**Instructions for the task**
Your task is to copy all of the data exactly.

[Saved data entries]
>>

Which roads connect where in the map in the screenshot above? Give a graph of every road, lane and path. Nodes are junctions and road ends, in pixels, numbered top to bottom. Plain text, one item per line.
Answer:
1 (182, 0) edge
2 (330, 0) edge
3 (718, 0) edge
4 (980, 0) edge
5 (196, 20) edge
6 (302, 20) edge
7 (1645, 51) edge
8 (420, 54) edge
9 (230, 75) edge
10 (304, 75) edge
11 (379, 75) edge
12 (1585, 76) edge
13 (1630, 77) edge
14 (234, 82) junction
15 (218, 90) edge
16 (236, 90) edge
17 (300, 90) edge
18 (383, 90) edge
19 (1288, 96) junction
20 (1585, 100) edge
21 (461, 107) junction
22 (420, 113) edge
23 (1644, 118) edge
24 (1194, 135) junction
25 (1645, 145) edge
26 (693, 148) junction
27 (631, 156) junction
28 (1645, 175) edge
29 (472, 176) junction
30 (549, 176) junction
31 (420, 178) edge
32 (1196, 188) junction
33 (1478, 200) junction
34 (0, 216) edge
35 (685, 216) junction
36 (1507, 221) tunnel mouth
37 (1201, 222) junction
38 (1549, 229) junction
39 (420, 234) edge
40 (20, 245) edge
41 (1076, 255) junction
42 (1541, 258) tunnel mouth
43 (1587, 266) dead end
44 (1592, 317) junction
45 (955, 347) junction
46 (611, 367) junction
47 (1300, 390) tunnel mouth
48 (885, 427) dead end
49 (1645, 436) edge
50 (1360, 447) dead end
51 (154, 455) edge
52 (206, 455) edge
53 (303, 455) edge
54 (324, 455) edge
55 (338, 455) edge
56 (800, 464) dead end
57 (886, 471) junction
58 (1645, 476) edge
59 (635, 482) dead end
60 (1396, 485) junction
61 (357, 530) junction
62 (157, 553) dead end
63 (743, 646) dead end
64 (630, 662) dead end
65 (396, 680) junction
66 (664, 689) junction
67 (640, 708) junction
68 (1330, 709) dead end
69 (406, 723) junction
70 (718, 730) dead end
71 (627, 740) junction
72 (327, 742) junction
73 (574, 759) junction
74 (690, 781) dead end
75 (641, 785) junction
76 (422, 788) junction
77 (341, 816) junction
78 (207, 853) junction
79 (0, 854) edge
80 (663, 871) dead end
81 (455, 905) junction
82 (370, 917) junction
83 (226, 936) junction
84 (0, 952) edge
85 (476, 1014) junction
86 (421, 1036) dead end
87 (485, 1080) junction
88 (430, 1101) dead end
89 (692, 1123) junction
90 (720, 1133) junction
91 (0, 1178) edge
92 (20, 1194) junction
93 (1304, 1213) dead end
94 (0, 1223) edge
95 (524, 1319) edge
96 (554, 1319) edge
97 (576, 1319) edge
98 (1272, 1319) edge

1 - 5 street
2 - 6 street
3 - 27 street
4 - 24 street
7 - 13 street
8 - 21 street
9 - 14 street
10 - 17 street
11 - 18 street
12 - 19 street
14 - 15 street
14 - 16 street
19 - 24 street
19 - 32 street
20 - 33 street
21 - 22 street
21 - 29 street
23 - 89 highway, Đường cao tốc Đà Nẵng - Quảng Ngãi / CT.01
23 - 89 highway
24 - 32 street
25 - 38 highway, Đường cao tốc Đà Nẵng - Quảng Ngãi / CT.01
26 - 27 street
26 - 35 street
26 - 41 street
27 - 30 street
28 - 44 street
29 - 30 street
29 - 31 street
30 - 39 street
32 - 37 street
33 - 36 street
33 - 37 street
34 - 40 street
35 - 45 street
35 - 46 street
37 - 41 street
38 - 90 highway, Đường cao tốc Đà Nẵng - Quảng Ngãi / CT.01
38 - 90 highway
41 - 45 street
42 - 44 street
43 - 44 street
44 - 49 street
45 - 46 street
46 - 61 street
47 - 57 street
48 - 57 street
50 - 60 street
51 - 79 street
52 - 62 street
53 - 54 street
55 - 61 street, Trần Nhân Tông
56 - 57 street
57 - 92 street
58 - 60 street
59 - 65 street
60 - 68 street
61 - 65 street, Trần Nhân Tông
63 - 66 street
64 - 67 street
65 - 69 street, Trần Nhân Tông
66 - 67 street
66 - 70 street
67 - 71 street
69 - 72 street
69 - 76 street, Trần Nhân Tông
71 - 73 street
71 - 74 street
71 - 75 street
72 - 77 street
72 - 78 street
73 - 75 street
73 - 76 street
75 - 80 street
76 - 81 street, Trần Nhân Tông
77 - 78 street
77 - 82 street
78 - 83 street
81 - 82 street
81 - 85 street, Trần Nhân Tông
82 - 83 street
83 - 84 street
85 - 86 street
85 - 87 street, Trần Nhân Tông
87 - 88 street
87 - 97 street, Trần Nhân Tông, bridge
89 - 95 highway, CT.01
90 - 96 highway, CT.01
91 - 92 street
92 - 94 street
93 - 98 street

<<

**Response area**
Which roads connect where in the map in the screenshot above? Give a graph of every road, lane and path. Nodes are junctions and road ends, in pixels, numbered top to bottom. Plain text, one item per line.
Answer:
1 (182, 0) edge
2 (330, 0) edge
3 (718, 0) edge
4 (980, 0) edge
5 (196, 20) edge
6 (302, 20) edge
7 (1645, 51) edge
8 (420, 54) edge
9 (230, 75) edge
10 (304, 75) edge
11 (379, 75) edge
12 (1585, 76) edge
13 (1630, 77) edge
14 (234, 82) junction
15 (218, 90) edge
16 (236, 90) edge
17 (300, 90) edge
18 (383, 90) edge
19 (1288, 96) junction
20 (1585, 100) edge
21 (461, 107) junction
22 (420, 113) edge
23 (1644, 118) edge
24 (1194, 135) junction
25 (1645, 145) edge
26 (693, 148) junction
27 (631, 156) junction
28 (1645, 175) edge
29 (472, 176) junction
30 (549, 176) junction
31 (420, 178) edge
32 (1196, 188) junction
33 (1478, 200) junction
34 (0, 216) edge
35 (685, 216) junction
36 (1507, 221) tunnel mouth
37 (1201, 222) junction
38 (1549, 229) junction
39 (420, 234) edge
40 (20, 245) edge
41 (1076, 255) junction
42 (1541, 258) tunnel mouth
43 (1587, 266) dead end
44 (1592, 317) junction
45 (955, 347) junction
46 (611, 367) junction
47 (1300, 390) tunnel mouth
48 (885, 427) dead end
49 (1645, 436) edge
50 (1360, 447) dead end
51 (154, 455) edge
52 (206, 455) edge
53 (303, 455) edge
54 (324, 455) edge
55 (338, 455) edge
56 (800, 464) dead end
57 (886, 471) junction
58 (1645, 476) edge
59 (635, 482) dead end
60 (1396, 485) junction
61 (357, 530) junction
62 (157, 553) dead end
63 (743, 646) dead end
64 (630, 662) dead end
65 (396, 680) junction
66 (664, 689) junction
67 (640, 708) junction
68 (1330, 709) dead end
69 (406, 723) junction
70 (718, 730) dead end
71 (627, 740) junction
72 (327, 742) junction
73 (574, 759) junction
74 (690, 781) dead end
75 (641, 785) junction
76 (422, 788) junction
77 (341, 816) junction
78 (207, 853) junction
79 (0, 854) edge
80 (663, 871) dead end
81 (455, 905) junction
82 (370, 917) junction
83 (226, 936) junction
84 (0, 952) edge
85 (476, 1014) junction
86 (421, 1036) dead end
87 (485, 1080) junction
88 (430, 1101) dead end
89 (692, 1123) junction
90 (720, 1133) junction
91 (0, 1178) edge
92 (20, 1194) junction
93 (1304, 1213) dead end
94 (0, 1223) edge
95 (524, 1319) edge
96 (554, 1319) edge
97 (576, 1319) edge
98 (1272, 1319) edge

1 - 5 street
2 - 6 street
3 - 27 street
4 - 24 street
7 - 13 street
8 - 21 street
9 - 14 street
10 - 17 street
11 - 18 street
12 - 19 street
14 - 15 street
14 - 16 street
19 - 24 street
19 - 32 street
20 - 33 street
21 - 22 street
21 - 29 street
23 - 89 highway, Đường cao tốc Đà Nẵng - Quảng Ngãi / CT.01
23 - 89 highway
24 - 32 street
25 - 38 highway, Đường cao tốc Đà Nẵng - Quảng Ngãi / CT.01
26 - 27 street
26 - 35 street
26 - 41 street
27 - 30 street
28 - 44 street
29 - 30 street
29 - 31 street
30 - 39 street
32 - 37 street
33 - 36 street
33 - 37 street
34 - 40 street
35 - 45 street
35 - 46 street
37 - 41 street
38 - 90 highway, Đường cao tốc Đà Nẵng - Quảng Ngãi / CT.01
38 - 90 highway
41 - 45 street
42 - 44 street
43 - 44 street
44 - 49 street
45 - 46 street
46 - 61 street
47 - 57 street
48 - 57 street
50 - 60 street
51 - 79 street
52 - 62 street
53 - 54 street
55 - 61 street, Trần Nhân Tông
56 - 57 street
57 - 92 street
58 - 60 street
59 - 65 street
60 - 68 street
61 - 65 street, Trần Nhân Tông
63 - 66 street
64 - 67 street
65 - 69 street, Trần Nhân Tông
66 - 67 street
66 - 70 street
67 - 71 street
69 - 72 street
69 - 76 street, Trần Nhân Tông
71 - 73 street
71 - 74 street
71 - 75 street
72 - 77 street
72 - 78 street
73 - 75 street
73 - 76 street
75 - 80 street
76 - 81 street, Trần Nhân Tông
77 - 78 street
77 - 82 street
78 - 83 street
81 - 82 street
81 - 85 street, Trần Nhân Tông
82 - 83 street
83 - 84 street
85 - 86 street
85 - 87 street, Trần Nhân Tông
87 - 88 street
87 - 97 street, Trần Nhân Tông, bridge
89 - 95 highway, CT.01
90 - 96 highway, CT.01
91 - 92 street
92 - 94 street
93 - 98 street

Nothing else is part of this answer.